在本发明一些实施方案中,以本发明清洁组合物的重量计,本发明清洁组合物还包含水平为约0.00001%至约10%的脂肪酶,以组合物重量计余量为清洁辅助材料。在本发明的其它方面中,以本发明清洁组合物重量计,本发明清洁组合物还包含水平为约0.0001%至约10%、约0.001%至约5%、约0.001%至约2%、约0.005%至约0.5%脂肪酶的脂肪酶。
在本发明一些实施方案中,可使用任何合适的蛋白酶。合适的蛋白酶包括动物、植物或微生物来源的酶。在一些实施方案中,包括经化学或遗传修饰的突变体。在一些实施方案中,蛋白酶是丝氨酸蛋白酶,优选碱性微生物蛋白酶或胰蛋白酶样蛋白酶。在一些实施方案中,蛋白酶是枯草杆菌蛋白酶,包括本领域已知的大量经过工程改造的枯草杆菌蛋白酶中的任一种。
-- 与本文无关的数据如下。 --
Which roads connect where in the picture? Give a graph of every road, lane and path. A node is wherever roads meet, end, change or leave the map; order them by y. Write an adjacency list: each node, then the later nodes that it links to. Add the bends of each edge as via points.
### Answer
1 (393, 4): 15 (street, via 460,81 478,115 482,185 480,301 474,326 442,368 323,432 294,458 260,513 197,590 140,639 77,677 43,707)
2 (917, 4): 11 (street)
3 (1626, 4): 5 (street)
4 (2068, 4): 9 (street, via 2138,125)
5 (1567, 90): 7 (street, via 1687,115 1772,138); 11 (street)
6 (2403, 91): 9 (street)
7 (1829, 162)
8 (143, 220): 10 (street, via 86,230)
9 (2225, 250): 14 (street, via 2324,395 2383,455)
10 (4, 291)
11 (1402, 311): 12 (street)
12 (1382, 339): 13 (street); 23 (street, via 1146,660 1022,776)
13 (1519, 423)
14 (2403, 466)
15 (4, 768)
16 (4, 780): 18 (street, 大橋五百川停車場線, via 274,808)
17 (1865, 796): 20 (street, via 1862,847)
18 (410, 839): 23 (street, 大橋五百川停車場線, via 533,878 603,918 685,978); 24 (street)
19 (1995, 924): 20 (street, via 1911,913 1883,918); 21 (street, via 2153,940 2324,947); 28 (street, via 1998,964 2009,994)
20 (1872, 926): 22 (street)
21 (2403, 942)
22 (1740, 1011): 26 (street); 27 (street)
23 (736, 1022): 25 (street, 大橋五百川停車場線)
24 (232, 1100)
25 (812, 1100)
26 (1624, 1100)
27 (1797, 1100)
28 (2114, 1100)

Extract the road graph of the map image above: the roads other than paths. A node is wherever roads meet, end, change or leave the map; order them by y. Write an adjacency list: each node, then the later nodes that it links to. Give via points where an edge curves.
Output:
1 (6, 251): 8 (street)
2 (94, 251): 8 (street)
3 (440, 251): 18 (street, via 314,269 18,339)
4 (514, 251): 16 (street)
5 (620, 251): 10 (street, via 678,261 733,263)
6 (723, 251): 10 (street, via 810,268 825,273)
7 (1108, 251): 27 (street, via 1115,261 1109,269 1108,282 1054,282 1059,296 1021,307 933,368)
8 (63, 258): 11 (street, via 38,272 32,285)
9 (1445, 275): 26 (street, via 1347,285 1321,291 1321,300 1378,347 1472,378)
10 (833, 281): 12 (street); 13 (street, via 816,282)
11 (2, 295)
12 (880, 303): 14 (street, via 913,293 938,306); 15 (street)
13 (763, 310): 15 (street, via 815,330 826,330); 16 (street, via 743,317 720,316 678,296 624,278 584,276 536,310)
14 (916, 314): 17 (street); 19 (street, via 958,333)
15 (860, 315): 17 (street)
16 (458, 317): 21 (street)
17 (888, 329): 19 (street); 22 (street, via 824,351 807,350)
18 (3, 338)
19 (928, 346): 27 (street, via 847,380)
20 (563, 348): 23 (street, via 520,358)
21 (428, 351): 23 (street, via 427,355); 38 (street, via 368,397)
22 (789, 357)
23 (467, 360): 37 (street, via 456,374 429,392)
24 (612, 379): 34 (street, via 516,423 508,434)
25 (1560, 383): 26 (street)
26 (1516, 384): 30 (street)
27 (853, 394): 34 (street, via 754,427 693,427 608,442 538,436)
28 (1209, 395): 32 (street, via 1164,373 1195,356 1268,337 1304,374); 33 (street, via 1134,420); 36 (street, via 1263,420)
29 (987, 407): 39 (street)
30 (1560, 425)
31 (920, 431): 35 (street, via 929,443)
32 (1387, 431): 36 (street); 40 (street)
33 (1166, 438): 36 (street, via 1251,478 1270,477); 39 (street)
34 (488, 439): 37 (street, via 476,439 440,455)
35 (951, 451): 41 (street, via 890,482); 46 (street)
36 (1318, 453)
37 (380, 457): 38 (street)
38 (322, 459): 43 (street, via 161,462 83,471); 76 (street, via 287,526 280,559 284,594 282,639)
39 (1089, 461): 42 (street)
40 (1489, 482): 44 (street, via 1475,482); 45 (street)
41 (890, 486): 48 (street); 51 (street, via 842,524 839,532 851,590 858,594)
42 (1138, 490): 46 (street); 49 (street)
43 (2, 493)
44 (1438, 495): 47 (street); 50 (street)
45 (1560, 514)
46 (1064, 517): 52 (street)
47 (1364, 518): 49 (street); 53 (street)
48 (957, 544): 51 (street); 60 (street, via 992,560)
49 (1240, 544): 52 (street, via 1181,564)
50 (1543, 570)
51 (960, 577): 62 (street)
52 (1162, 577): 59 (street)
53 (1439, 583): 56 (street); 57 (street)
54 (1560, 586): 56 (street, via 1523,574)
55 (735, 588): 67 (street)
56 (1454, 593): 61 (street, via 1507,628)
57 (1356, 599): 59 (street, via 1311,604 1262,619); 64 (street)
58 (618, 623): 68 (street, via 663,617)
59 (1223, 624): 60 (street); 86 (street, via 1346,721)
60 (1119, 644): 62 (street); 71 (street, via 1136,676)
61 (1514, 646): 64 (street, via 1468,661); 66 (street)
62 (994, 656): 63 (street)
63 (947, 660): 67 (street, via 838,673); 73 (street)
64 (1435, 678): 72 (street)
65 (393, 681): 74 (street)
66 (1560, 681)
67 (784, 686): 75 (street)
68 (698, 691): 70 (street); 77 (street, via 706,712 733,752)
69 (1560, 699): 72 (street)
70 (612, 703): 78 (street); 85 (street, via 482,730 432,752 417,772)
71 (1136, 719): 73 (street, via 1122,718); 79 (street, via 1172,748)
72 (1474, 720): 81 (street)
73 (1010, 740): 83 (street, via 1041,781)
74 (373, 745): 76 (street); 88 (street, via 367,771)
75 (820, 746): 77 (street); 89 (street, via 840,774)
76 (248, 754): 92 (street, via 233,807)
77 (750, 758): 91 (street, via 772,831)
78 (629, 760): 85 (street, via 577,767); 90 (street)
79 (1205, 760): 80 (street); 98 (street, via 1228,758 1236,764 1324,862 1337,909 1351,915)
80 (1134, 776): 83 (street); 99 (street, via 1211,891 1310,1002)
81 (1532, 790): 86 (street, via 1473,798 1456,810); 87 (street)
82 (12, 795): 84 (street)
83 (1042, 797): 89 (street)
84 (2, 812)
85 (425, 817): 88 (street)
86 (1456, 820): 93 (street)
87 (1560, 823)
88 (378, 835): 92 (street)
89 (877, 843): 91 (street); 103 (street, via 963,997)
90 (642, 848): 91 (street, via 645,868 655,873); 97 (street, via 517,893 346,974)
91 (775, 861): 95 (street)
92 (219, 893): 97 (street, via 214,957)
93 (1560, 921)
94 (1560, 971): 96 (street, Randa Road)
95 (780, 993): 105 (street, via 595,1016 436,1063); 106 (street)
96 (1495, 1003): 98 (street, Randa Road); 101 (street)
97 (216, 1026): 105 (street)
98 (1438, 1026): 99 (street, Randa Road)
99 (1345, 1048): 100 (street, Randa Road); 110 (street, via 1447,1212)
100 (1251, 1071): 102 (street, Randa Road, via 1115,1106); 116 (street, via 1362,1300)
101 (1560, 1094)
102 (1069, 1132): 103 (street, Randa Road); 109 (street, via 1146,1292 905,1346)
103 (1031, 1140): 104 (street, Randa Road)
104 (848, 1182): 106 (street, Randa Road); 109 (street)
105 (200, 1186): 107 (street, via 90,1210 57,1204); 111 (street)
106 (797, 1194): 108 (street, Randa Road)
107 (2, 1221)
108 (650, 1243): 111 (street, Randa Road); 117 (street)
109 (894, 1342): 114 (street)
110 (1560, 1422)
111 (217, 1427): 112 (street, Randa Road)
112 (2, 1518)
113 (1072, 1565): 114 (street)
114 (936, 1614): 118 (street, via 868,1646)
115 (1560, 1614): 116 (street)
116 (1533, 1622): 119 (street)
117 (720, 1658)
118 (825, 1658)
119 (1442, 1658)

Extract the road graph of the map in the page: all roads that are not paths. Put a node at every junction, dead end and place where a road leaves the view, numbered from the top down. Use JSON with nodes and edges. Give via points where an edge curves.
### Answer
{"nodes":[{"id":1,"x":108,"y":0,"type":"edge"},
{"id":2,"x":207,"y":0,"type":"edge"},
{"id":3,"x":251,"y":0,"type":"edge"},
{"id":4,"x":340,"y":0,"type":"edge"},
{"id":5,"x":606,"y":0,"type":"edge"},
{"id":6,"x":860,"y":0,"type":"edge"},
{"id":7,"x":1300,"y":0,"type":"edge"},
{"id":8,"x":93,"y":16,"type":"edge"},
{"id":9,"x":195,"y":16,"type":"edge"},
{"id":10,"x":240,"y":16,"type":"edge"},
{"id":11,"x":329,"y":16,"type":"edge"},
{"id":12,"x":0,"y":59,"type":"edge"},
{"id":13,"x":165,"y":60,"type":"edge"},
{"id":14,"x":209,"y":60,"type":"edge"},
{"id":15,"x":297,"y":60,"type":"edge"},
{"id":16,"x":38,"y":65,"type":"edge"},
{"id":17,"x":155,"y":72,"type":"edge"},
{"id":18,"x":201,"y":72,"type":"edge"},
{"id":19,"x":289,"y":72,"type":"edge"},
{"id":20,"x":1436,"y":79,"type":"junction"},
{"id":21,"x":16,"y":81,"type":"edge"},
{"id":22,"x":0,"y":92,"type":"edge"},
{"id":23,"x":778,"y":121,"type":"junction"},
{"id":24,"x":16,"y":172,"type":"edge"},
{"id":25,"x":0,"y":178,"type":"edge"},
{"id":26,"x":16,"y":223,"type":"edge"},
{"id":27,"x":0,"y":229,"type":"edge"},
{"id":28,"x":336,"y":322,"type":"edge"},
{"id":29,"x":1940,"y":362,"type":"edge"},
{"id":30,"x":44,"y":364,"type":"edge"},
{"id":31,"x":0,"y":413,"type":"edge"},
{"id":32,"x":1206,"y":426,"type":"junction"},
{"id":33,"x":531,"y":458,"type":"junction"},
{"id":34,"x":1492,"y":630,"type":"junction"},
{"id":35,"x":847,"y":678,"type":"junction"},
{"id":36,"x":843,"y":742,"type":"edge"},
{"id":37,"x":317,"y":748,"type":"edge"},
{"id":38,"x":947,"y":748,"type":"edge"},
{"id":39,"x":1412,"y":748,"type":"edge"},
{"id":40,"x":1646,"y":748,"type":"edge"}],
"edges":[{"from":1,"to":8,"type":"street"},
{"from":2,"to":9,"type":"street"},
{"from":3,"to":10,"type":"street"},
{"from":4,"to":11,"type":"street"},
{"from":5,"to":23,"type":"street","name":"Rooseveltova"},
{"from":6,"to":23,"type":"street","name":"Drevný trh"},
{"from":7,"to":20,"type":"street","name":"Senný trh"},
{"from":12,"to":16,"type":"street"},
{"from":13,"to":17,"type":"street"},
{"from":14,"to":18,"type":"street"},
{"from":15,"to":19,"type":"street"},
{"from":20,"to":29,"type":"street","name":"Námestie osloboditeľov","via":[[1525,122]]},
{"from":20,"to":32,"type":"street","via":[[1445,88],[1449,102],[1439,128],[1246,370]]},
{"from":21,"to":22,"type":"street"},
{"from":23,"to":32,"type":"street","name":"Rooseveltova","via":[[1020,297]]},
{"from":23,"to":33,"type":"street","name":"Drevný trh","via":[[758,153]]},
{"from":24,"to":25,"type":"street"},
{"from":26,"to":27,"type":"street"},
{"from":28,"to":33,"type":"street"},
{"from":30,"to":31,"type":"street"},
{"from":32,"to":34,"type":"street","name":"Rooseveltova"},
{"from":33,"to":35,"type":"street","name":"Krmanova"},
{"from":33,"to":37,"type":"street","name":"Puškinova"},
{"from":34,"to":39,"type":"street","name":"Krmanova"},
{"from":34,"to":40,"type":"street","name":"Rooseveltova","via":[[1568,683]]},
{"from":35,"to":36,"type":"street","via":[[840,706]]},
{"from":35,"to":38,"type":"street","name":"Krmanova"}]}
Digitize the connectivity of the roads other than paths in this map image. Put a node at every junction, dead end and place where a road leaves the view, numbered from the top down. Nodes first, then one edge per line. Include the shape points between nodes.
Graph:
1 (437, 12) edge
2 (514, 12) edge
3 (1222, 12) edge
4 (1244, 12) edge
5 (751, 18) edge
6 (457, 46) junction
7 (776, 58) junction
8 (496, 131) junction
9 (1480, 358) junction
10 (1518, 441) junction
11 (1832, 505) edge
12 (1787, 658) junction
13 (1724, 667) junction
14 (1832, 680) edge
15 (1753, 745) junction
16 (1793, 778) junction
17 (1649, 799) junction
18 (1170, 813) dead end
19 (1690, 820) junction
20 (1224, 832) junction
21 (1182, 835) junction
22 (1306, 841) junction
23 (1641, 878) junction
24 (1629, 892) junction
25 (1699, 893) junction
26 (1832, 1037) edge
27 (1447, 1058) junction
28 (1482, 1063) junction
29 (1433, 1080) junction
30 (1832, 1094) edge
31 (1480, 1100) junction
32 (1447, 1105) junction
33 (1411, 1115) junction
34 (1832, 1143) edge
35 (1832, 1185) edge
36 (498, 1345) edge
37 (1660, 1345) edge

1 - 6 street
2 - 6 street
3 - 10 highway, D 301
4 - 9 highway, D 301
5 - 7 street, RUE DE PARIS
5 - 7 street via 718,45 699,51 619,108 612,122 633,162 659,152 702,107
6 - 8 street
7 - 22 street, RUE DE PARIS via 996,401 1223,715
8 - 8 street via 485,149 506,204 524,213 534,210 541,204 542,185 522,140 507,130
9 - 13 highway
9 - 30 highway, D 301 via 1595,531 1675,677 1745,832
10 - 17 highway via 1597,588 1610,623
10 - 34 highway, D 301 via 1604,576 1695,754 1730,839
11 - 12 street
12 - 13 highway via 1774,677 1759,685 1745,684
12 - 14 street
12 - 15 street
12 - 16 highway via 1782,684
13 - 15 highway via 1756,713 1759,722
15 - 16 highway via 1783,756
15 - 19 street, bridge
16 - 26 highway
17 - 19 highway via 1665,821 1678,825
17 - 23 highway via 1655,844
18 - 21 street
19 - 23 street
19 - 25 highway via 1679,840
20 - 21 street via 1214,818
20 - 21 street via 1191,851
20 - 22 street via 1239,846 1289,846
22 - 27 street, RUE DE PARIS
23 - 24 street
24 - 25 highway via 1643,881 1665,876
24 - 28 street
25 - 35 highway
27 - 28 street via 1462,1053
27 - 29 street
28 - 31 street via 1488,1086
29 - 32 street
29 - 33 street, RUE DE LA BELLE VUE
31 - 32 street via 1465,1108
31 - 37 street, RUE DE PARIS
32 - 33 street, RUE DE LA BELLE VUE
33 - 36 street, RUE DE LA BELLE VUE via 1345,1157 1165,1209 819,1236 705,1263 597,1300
多种蛋白酶描述于WO95/23221;WO 92/21760;美国专利公布No.2008/0090747;和美国专利号5,801,039、No.5,340,735、No.5,500,364、No.5,855,625;US RE 34,606、5,955,340、5,700,676、6,312,936和6,482,628;以及多个其它专利中。在一些其它实施方案中,金属蛋白酶可用于本发明,包括(但不限于)WO 07/044993中所述的中性金属蛋白酶。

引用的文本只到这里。